Location: Somerville, MA
8,005 posts, read 16,065,047 times
Reputation: 9360
Quote:
Originally Posted by ogre View Post
It got a notorious reputation locally while it was being built, with years of construction roadblocks and the like. I'm not sure, but I wonder whether the Big Dig is really much on the national radar. Maybe, since there were a lot of federal tax dollars going into funding a project with largely local impact.

About the only recent incidents I can think of have been the down side of the recent run of sports championships celebrations, when there were two deaths that happened during these events. That may have been more local than national news, however.
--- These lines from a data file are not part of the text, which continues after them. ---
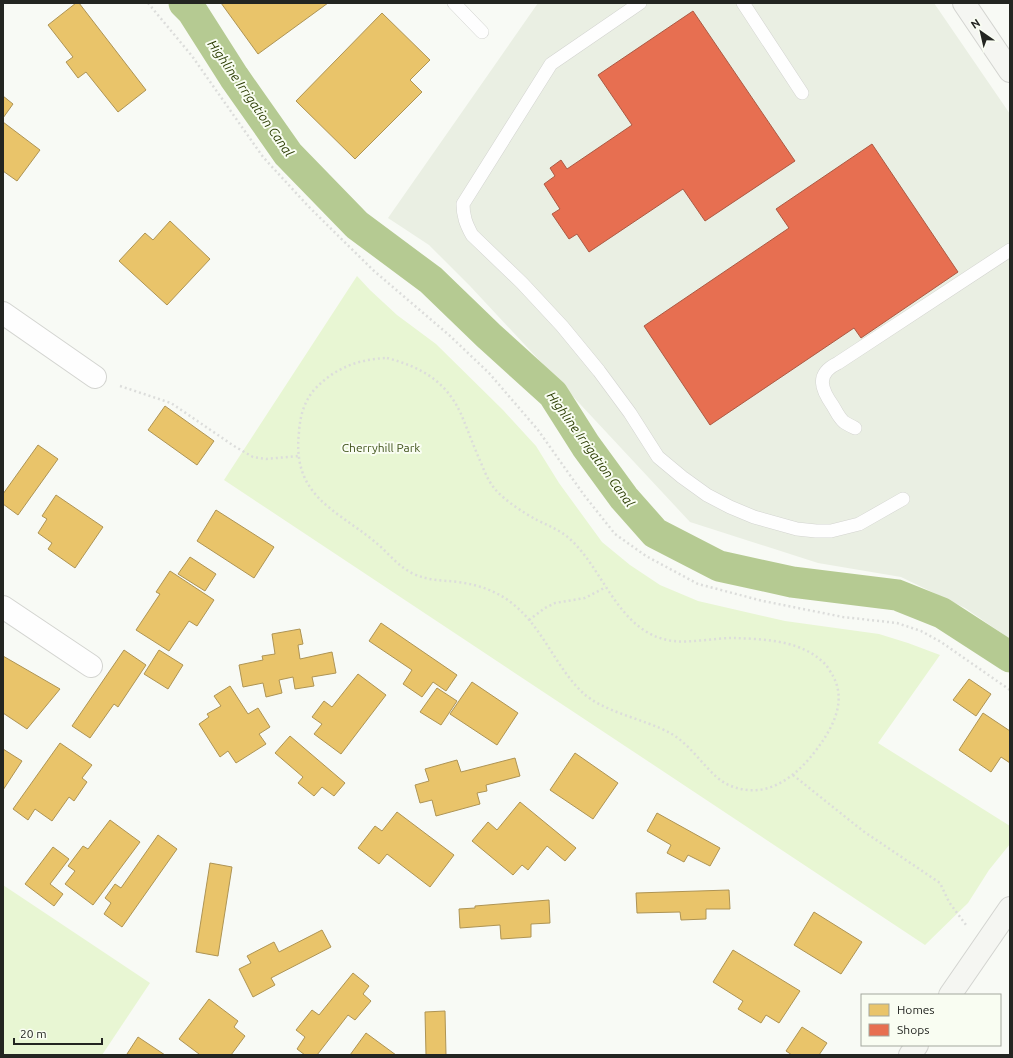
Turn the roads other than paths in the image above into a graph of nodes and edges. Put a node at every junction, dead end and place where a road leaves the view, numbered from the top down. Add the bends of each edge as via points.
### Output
1 (454, 3) edge
2 (640, 3) edge
3 (744, 3) edge
4 (964, 3) edge
5 (482, 32) dead end
6 (1010, 71) edge
7 (802, 93) dead end
8 (1010, 250) edge
9 (3, 313) edge
10 (95, 377) road end
11 (855, 428) dead end
12 (903, 499) dead end
13 (3, 607) edge
14 (91, 666) dead end
15 (1010, 908) edge
16 (951, 994) edge
17 (916, 1046) edge
18 (910, 1055) edge

1 - 5 lane
2 - 12 lane via 551,64 463,204 466,225 472,235 522,283 566,331 630,413 658,457 707,495 754,517 797,529 816,531 838,530 859,524
3 - 7 lane
4 - 6 main road
8 - 11 lane via 830,367 822,381 823,389 843,421
9 - 10 street
13 - 14 street
15 - 16 main road
17 - 18 main road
Going back a number of years, it was not one incident, but the overall situation surrounding the school integration controversy in the '70's has to have caused Boston the most bad PR of any event in remotely recent times. Over thirty years later, people still express the opinion that Boston is a notably racist city, based mainly, or solely, on what happened back then.
I agree with you. The busing issues (which, while race was involved, it was not the only issue that angered many white Bostonians... many of them had to leave the school close by and go across the city) and tensions of the 70s have had a lingering effect even today.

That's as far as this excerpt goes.